Tuesday, March 21, 2006

Belong - October Music


Belong - October Music

My father once had a job whacking rust off the inside of a ship’s hull with a large metal hammer. The rust matted his hair, stuck to his skin and coated his tongue. Each swing of the hammer was followed by huge dank reverberations and further showers of rust. The sound was amplified in the cavernous darkness of the ship’s depths. It seemed to feed on itself. Each return was heavier and more saturated. The ungodly sound freaked him out so much that he didn’t go back after lunch. It haunted his nightmares for weeks. If I played him October Music I am sure it would unearth the memories of that morning and return him to his misspent youth in London.

The soundtrack of my father’s nightmare is bliss to me. October Music is full of static despair, vapour trails of twilight, ghosts of some forgotten form of sleep. This is music as fractured drift; melting icecaps, frost bitten gold. The music is a slow revel, creeping like ivy over an abandoned house. Snatches of iridescent harmony collide with disintegrating chords. The music swirls, repeats and dissolves in a luminous blanket of fuzz and distortion. Imagine William Basinski remixed by My Bloody Valentine or Pluramon scored by Morton Feldman.

New Orleans duo Turk Dietrich and Michael Jones recorded October Music in Dietrich's bedroom studio.

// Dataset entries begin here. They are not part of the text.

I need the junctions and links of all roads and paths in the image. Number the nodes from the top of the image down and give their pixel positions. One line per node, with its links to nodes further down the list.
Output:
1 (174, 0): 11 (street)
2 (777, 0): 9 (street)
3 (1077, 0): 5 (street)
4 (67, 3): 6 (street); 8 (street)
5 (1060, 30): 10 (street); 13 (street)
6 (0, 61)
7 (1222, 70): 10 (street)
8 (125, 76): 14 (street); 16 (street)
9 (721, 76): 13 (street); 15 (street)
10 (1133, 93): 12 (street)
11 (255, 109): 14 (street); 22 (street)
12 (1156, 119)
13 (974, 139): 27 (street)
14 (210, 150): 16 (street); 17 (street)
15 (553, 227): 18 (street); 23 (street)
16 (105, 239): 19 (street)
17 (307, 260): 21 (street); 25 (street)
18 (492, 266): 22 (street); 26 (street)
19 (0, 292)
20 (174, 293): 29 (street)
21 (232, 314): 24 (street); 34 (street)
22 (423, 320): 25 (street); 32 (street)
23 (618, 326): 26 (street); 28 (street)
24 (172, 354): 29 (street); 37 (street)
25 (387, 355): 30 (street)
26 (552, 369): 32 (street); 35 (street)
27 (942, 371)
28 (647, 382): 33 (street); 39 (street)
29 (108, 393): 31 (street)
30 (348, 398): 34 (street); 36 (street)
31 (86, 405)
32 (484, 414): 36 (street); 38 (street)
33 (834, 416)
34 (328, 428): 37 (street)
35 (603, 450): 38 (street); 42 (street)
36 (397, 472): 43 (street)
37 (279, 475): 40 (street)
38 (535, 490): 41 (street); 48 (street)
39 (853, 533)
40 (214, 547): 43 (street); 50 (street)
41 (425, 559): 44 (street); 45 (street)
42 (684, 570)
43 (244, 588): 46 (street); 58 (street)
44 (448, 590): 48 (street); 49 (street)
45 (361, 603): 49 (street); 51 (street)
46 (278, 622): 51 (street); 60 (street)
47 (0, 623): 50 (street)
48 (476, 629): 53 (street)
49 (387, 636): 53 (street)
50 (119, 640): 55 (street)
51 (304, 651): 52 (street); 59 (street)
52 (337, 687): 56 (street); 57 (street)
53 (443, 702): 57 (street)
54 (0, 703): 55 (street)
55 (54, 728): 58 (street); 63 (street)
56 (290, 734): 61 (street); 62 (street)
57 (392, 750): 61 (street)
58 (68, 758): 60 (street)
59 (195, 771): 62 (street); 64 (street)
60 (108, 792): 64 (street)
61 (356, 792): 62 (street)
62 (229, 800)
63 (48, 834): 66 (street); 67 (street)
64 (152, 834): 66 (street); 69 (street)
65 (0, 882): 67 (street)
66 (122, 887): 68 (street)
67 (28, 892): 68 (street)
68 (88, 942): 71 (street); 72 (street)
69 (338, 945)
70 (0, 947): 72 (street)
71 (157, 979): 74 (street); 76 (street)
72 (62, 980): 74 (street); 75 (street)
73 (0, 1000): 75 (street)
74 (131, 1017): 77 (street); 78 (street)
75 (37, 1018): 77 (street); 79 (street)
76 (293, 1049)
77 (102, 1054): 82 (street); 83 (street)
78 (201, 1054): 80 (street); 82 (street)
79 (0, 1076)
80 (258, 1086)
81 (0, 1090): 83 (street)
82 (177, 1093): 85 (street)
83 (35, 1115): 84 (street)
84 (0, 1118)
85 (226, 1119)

The lush textures and sly chromatic shifts belie such humble origins. Sounds are processed and warped, morphed into new tones and timbres. The tracks swim in gentle waves of noise. This is Post Rock atom splitting. The tried and tiresome tension and release, anti-climax and crescendo of much of the genre has been fractured and dispersed here. Melodies are disrupted, classical progressions rupture and split open, spilling out shards of retracted noise.

Dividing the LP into tracks seems perverse, as it should be heard as a single movement. There is drama here but it’s found in the Pinter like pauses, the sudden volume losses, the U-turns and disintegration.

The gentle sound of organ washes ushers in the Never Lost Never Really, the organ tones hang suspended before being slowly and beautifully engulfed in swarms of guitar. The processed signals die away before resurfacing in a series of complex reverberations. It’s the sound of Alvin Lucier’s I Am Sitting in a Room rewired through a guitar and a series of broken effects pedals.

The beauty of the title track resides in the repeating of a buried and blurred motif that could be a guitar, a string section or the sigh of an angel. The track uncoils from skeletal electric hum, through the echoing of single notes to silence and back again. It’s the sounds of the slow insatiable decay of metal by time. Rust never sleeps, time never ceases, corrosion is endemic.

October Music unfurls like a winter morning, the details hidden beneath fog. The tiny sonic details appear only on closer listening. When you lose yourself inside it you can hear the sine waves that shimmer through All Equal Now, the strung out bass notes that sound like a burnt out star on I’m Too Sleepy, Shall We Swim. The epic The Door Opens Another Way is like heartbreak dropped into a Dichroic prism. Refracted melancholy and white noise heaven.

It is a while since I have been so bewitched by a piece of music. This cleanses the soul. Allow yourself to bathe in its liberating phosphorescent light. Disappear for forty minutes inside Belong’s shattered world. This is perfect.